It is unclear where middle eastern militant groups acquire funds or weapons at any given time, but it is clear that a general influx of firepower from regional authority centers manipulates the violent volatility. Furthermore, the U.S. ardently helps the Saudi regime while turning a blind eye to their role in arming militant groups which are likely to ‘cause problems in the future’.
Saudi Arabia and Israel versus Iran
On the same day of the initial Saudi purges–Nov. 4–“Yemen’s Shiite [Houthis] rebels fired a missile at the airport in Riyadh on Saturday. The Saudi-led military coalition fighting the [Yemeni] Houthis said the attack could be considered ‘an act of war against the kingdom of Saudi Arabia.’ It was intercepted by Saudi air defenses, though the explosion shook homes and could be heard in the capital of about 6.5 million people,” Bloomberg reported. This missile was the farthest militia munitions have entered Saudi airspace.

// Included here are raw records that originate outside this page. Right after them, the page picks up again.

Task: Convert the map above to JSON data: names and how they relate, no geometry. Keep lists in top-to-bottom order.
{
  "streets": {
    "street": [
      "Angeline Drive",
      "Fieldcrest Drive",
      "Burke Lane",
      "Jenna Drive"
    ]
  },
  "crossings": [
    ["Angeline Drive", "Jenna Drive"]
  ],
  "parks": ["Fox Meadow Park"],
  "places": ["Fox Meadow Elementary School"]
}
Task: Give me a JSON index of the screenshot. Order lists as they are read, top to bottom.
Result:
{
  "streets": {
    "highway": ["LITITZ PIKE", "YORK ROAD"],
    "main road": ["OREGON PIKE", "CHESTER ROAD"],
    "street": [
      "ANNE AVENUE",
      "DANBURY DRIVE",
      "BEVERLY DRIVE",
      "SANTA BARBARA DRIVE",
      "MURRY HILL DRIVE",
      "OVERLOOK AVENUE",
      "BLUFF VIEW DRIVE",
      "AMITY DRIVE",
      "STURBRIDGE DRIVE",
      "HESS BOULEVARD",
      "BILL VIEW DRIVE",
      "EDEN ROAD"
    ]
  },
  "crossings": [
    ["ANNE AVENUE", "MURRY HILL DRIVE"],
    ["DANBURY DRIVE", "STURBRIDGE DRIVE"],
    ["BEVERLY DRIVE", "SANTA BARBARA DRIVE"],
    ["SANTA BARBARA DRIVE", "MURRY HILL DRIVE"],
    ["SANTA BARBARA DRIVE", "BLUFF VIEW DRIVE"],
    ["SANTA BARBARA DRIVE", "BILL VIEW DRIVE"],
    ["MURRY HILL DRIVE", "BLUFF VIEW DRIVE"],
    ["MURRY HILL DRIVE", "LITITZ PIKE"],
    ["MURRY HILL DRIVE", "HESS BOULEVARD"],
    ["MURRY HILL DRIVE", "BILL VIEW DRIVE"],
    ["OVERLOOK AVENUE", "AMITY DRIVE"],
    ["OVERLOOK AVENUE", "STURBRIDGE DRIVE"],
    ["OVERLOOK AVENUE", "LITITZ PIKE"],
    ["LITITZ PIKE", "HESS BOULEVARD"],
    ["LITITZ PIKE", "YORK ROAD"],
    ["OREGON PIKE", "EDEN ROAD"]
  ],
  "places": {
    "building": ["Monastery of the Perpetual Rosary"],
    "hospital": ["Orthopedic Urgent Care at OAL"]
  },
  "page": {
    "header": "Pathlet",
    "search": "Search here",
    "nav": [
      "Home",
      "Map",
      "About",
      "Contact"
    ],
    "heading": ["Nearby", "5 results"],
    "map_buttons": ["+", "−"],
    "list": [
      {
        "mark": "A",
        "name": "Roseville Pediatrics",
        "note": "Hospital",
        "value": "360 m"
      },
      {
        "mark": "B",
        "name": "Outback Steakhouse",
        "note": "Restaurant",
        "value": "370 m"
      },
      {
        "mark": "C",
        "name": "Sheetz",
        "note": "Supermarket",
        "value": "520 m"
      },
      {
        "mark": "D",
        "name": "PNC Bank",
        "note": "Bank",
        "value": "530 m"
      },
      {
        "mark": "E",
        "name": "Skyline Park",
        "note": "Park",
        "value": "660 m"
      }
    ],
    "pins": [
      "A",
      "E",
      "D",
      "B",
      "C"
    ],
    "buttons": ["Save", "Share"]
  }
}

Picking sides is a sign of war. Israeli and Saudi cooperation-amidst recent violence from Hezbollah, an Iranian-backed Shi’a political party and militant group of Lebanon-has blossomed. The cordial nature between Israeli and Saudi interests is surprising, considering the official claim to be at odds with one another. Combating Iranian militant groups in Lebanon is something Israel and Saudi Arabia want. The Saudi regime encouraged the Lebanese Prime Minister, Saad Hariri to resign–on Nov. 4 2017–for getting to close to Hezbollah coalition parties in their own sovereign government.
War between Saudi and Iranian forces would be catastrophic for the world.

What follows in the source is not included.